Manatee rescue takes care of tiny orphaned calf found on the shore, the smallest they've ever seen

Manatee rescue takes care of tiny orphaned calf found on the shore, the smallest they’ve ever seen

Manatees are beautiful, peaceful animals, and they need all the help they can get. Living near the shore in proximity to humans can put them in danger, whether due to accidents like boating collisions or intentional harassment.

But thankfully, there are also many kind people dedicated to helping save and protect these creatures. Like the staff at ZooTampa’s Manatee Critical Care Center, who treat these animals when they are in need.

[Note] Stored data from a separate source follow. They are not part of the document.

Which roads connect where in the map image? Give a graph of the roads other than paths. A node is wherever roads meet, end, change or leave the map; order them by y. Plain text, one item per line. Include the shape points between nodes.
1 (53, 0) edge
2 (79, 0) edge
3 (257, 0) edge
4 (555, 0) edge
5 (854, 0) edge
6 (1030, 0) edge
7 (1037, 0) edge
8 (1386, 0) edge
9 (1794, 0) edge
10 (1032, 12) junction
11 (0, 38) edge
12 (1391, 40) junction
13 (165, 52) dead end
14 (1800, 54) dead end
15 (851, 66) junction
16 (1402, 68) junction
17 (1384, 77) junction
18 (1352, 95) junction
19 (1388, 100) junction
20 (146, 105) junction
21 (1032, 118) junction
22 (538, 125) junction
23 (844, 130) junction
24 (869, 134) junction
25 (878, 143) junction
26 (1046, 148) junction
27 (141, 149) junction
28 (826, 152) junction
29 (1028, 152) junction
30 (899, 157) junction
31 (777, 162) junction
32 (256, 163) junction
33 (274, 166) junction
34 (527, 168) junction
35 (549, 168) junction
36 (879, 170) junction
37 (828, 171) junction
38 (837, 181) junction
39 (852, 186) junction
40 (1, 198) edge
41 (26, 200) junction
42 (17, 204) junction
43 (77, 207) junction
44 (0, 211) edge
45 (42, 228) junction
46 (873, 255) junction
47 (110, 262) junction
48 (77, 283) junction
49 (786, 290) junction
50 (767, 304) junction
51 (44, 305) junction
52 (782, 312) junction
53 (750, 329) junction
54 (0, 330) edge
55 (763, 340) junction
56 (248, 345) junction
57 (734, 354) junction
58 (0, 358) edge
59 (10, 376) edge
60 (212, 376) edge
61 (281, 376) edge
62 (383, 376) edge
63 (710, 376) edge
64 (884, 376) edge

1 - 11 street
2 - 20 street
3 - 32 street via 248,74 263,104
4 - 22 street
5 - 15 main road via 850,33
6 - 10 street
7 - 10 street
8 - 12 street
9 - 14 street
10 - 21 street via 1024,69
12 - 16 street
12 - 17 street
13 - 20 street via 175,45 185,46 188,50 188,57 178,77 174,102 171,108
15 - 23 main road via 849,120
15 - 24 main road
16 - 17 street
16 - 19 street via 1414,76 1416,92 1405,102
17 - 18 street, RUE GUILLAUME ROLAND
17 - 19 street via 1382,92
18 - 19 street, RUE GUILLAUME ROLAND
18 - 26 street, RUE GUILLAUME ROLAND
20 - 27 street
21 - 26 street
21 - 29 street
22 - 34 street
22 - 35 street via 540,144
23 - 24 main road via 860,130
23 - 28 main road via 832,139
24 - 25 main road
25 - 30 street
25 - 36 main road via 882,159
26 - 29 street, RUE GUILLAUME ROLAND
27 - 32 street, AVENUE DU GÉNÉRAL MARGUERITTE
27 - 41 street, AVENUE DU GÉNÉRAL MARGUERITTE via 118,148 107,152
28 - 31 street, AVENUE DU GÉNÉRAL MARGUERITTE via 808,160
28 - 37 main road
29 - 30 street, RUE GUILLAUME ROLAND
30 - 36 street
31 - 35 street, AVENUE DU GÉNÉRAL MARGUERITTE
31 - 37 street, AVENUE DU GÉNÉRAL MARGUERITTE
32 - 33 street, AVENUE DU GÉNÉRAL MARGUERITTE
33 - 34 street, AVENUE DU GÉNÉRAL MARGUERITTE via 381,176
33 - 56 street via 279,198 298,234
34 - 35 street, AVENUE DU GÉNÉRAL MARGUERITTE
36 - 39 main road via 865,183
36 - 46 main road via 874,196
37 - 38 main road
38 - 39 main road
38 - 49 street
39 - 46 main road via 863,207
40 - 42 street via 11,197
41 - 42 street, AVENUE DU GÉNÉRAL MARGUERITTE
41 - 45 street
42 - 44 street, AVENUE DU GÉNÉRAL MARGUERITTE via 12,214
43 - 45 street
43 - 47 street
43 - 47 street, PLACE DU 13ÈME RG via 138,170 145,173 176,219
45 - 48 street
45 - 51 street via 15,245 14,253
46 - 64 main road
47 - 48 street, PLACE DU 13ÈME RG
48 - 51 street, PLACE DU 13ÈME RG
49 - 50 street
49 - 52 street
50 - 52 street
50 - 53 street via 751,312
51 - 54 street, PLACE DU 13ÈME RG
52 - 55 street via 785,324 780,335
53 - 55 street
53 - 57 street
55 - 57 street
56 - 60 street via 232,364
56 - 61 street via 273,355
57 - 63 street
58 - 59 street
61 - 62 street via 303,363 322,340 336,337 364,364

And recently, they had an extra-adorable patient: an orphaned manatee, who is the tiniest they’ve ever seen.

The 44-pound manatee was found as an orphan in the Gulf of Mexico. Young manatees cannot survive in the wild on their own, and their only chance of surviving is to receive human care until they are old enough to be released back into the wild.

This orphaned manatee was rescued by Mote Marine Laboratory & Aquarium and MyFWC Florida Fish and Wildlife field staff, and brought to ZooTampa, home to one of the only care centers dedicated to manatees.

“Our state-of-the-art manatee critical care center is one of only two places that takes orphan calves in,” ZooTampa wrote on Facebook.

After the manatee arrived at the care facility, rescuers said that their adorable new patient held a special distinction: “She is the smallest rescued orphan calf we have treated.”

While taking in orphaned manatees is crucial for saving them, it’s hard work: these orphans require round-the-clock care.

“Orphans are an investment of time and resources, and it takes a village to provide for recovering manatees,” said Jon Peterson, the vice president of zoological and rescue operations at SeaWorld told the Tampa Bay Times, while caring for seven orphaned calves.

And these manatee rescuers have been stretching their resources lately. According to the Tampa Bay Times, a record-breaking amount of manatees have died this year, leaving behind more orphaned calves than ever.


But the staff at the Manatee Critical Care Center is committed to giving their new “tiny patient” all the care she needs. Manatees are considered adults and old enough to return to the wild when they are 600 pounds, so this manatee has a long way to go, but she is making good progress.

“She is doing well under the careful watch and care of our Animal Care team and Veterinary team,” ZooTampa wrote.

We’re so glad this tiny manatee is getting all the help she needs to survive after being orphaned. We can’t wait to see her grow up and return to the wild.